GAZA: A UK-based aid group said one of its employees in Gaza was killed Friday in an Israeli strike that hit its warehouse located inside an Israeli-declared humanitarian safe zone. The strike also killed three staffers from other aid groups using the warehouse, the Al-Khair foundation said in a statement sent to The Associated Press.
The Israeli army did not immediately respond to AP’s request for comment on Friday’s strike.
The warehouse was located in Muwasi, an area on Gaza’s Mediterranean coast that is part of a “humanitarian safe zone” where Israeli has told Palestinians to take refuge.
After a two-week Israeli offensive in northern Gaza, dozens of bodies were collected throughout Gaza City’s Tel Al-Hawa neighborhood and brought to Al-Ahli Hospital on Friday morning.
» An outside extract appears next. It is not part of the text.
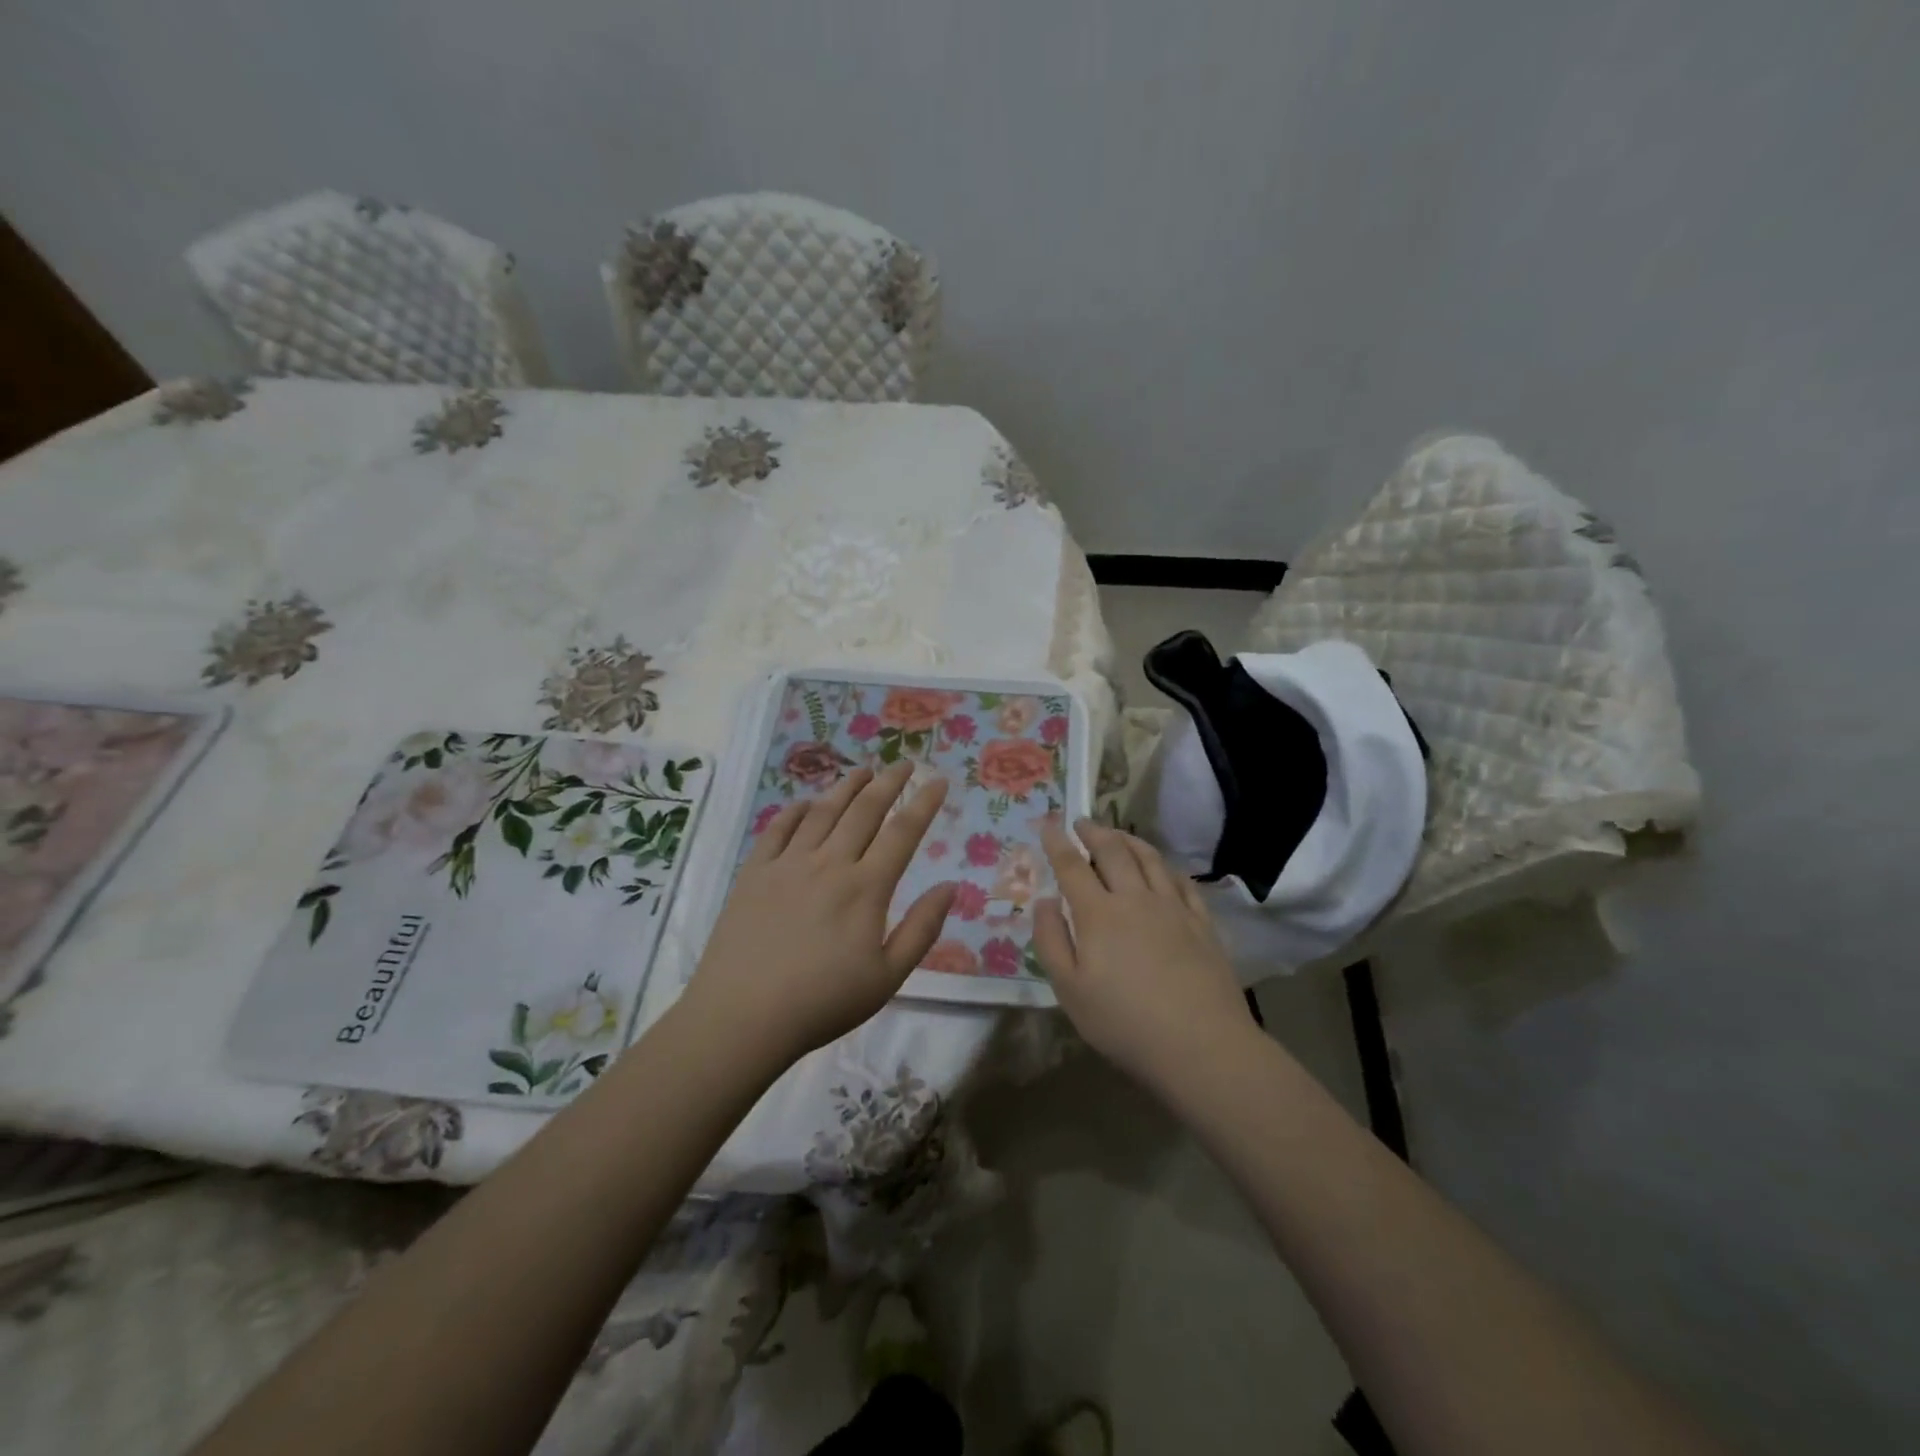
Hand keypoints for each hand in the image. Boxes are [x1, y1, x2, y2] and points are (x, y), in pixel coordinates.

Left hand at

Civil defense workers said they were still recovering dead and wounded from destroyed streets and buildings.
Israel launched the war in Gaza after Hamas’ Oct. 7 attack in which militants stormed into southern Israel, killed some 1,200 people — mostly civilians — and abducted about 250. Since then, Israeli ground offensives and bombardments have killed more than 38,300 people in Gaza, according to the territory’s Health Ministry. It does not distinguish between combatants and civilians in its count.
Most of Gaza’s 2.3 million people are crammed into squalid tent camps in central and southern Gaza. Israeli restrictions, fighting and the breakdown of law and order have limited humanitarian aid efforts, causing widespread hunger and sparking fears of famine. The top United Nations court has ordered Israel to take steps to protect Palestinians as it examines genocide allegations against Israeli leaders. Israel denies the charge.